## Task statement:
The result should be every line in the data below that carries the string "bridge".

-- Opening Marker --

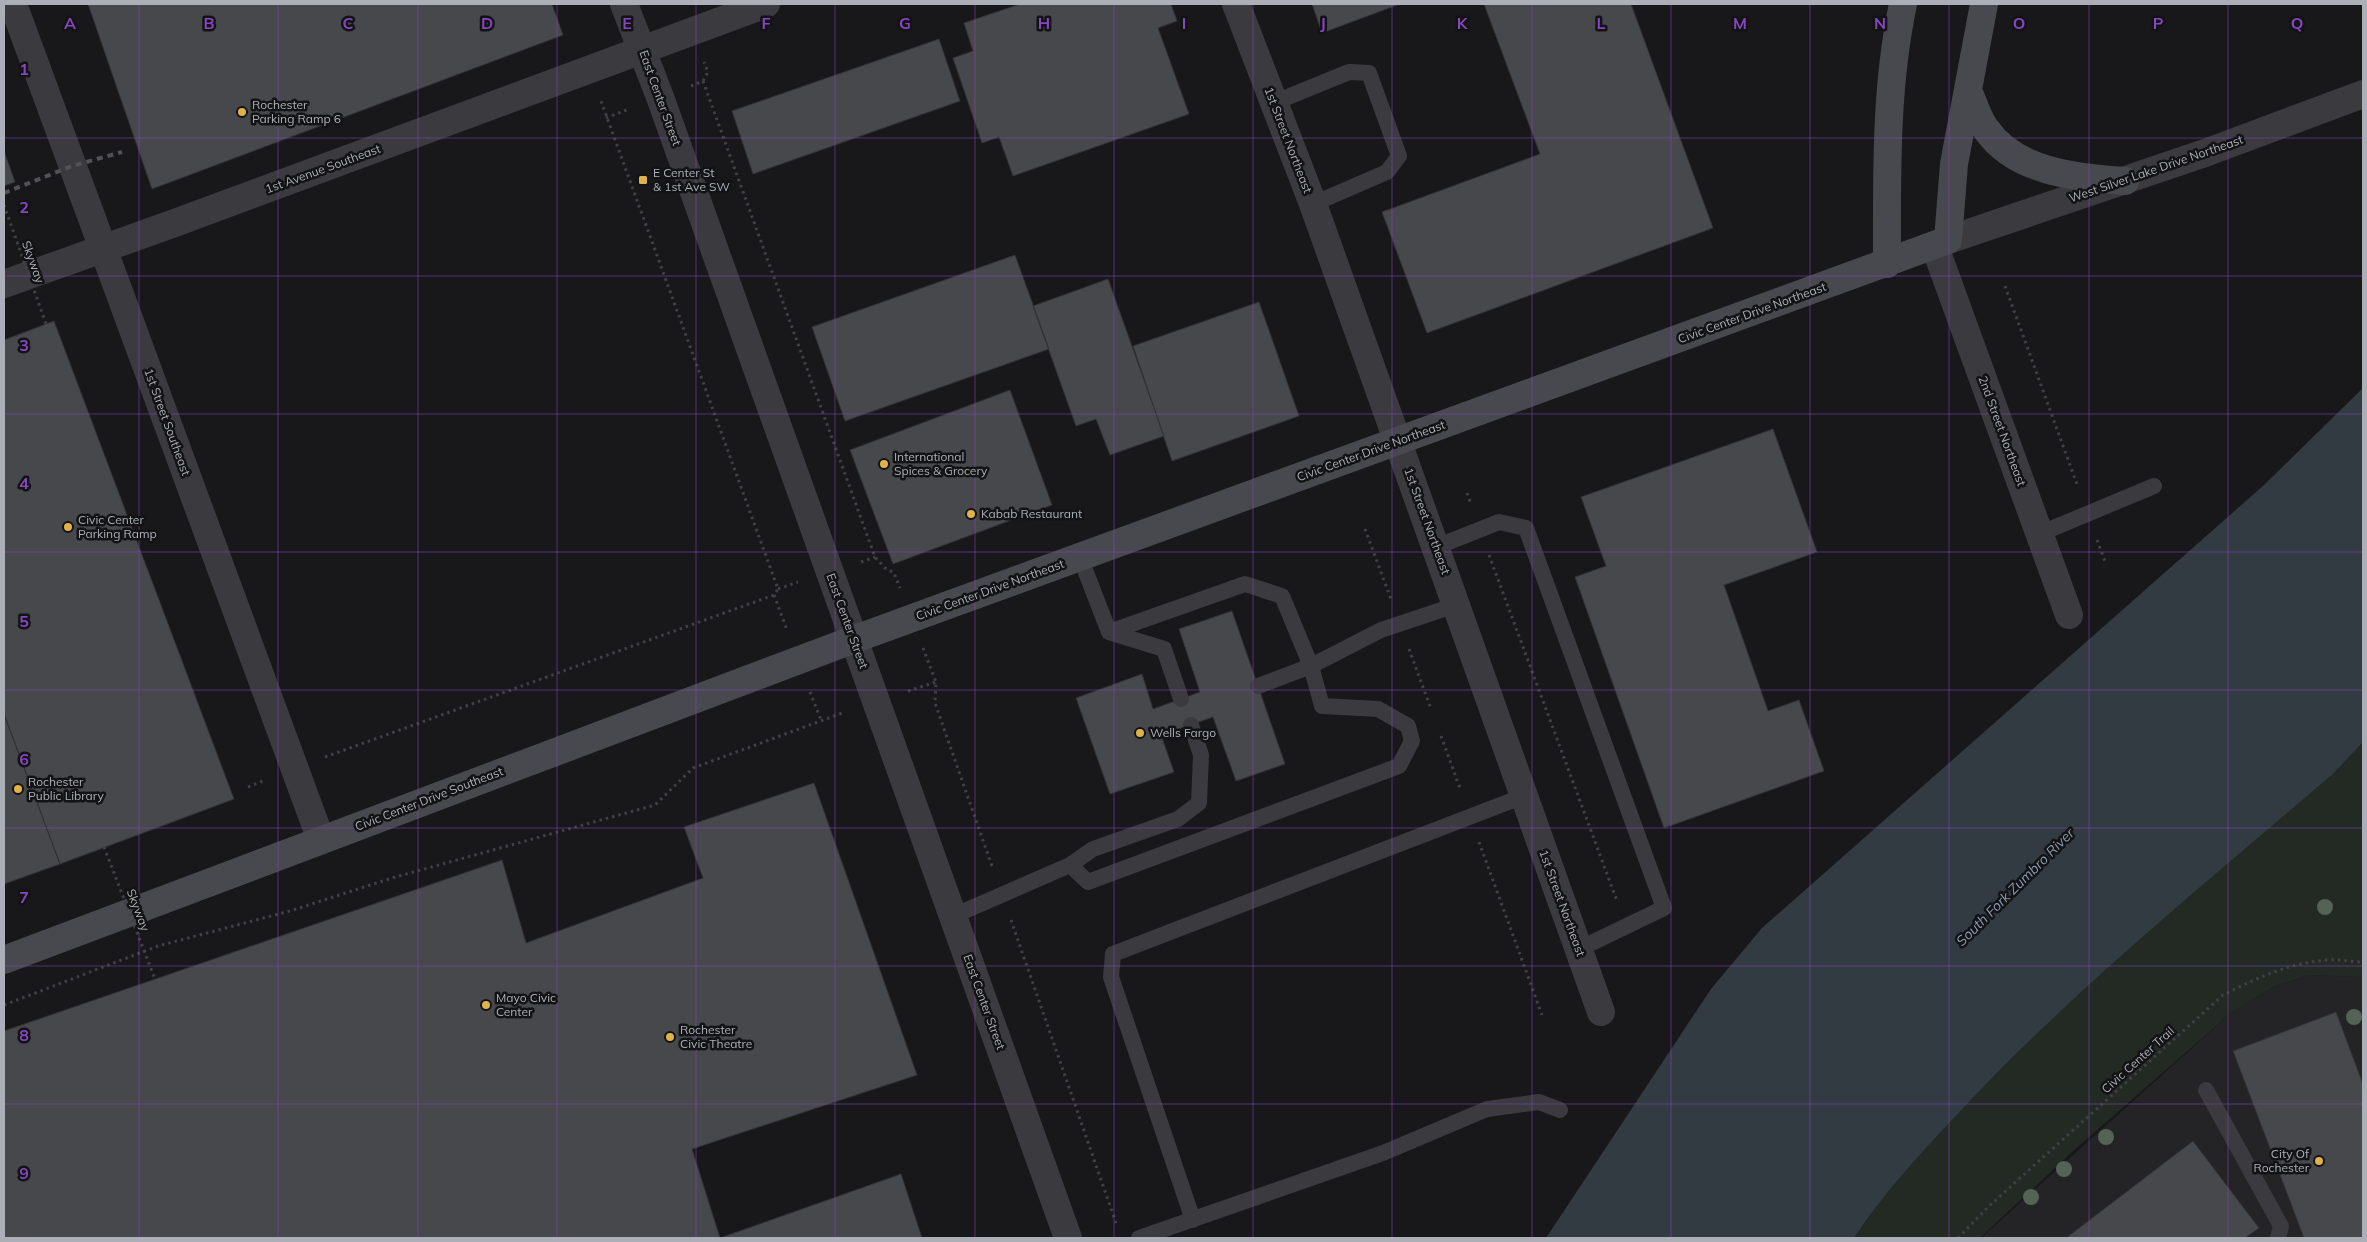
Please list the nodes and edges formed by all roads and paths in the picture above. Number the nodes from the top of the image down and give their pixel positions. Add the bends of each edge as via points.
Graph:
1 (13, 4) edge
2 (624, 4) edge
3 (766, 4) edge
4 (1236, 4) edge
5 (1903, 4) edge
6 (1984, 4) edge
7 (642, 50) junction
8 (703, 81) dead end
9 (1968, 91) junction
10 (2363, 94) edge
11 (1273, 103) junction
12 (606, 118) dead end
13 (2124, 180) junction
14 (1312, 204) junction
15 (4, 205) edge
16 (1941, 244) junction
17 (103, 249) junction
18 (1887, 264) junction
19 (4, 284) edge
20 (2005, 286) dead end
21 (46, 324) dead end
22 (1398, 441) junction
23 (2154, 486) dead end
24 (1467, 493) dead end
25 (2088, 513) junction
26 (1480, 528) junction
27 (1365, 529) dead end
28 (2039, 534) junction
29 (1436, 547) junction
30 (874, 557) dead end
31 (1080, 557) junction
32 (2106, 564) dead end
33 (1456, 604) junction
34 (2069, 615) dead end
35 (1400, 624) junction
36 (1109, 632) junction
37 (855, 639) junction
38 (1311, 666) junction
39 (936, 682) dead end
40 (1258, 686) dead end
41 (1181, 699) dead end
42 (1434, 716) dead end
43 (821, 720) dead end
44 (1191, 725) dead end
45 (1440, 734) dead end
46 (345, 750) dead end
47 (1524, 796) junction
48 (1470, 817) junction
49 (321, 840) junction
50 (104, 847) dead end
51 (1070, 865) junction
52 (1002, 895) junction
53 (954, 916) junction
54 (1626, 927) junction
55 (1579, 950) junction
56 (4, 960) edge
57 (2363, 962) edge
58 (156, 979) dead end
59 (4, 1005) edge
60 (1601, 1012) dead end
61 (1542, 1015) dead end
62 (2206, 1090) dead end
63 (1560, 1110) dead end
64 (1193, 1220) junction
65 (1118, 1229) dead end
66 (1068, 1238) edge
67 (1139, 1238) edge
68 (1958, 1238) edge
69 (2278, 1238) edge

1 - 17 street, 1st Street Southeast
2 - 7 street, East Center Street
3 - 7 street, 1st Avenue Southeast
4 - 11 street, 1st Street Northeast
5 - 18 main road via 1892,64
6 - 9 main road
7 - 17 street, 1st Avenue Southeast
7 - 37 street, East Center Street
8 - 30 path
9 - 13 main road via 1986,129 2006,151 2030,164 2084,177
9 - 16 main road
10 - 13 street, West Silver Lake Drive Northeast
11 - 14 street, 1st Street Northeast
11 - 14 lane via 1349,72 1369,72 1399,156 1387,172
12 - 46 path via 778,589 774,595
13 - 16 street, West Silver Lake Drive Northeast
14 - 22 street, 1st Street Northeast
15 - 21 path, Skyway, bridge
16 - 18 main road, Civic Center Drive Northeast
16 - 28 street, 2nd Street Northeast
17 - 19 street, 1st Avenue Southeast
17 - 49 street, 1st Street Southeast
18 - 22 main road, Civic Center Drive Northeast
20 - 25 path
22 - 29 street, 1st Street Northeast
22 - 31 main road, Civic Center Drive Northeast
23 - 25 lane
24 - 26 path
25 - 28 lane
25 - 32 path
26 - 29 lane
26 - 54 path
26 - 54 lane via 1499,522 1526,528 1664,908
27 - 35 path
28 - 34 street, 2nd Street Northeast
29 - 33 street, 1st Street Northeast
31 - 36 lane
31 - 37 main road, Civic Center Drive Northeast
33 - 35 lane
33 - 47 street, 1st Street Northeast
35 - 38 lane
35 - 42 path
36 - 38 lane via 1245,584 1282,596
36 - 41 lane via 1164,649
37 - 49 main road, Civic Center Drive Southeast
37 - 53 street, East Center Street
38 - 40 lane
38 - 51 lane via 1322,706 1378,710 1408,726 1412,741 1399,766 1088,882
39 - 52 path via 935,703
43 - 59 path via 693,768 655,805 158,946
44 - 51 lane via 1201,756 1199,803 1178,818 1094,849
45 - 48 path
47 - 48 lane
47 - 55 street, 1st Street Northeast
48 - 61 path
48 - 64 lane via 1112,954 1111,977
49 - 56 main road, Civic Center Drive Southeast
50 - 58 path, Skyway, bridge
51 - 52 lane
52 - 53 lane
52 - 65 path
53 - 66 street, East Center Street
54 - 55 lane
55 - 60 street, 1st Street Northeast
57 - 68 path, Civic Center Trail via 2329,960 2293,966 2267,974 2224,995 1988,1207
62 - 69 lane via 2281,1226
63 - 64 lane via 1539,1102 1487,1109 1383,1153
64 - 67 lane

-- Closing Marker --

## Task solution:
15 - 21 path, Skyway, bridge
50 - 58 path, Skyway, bridge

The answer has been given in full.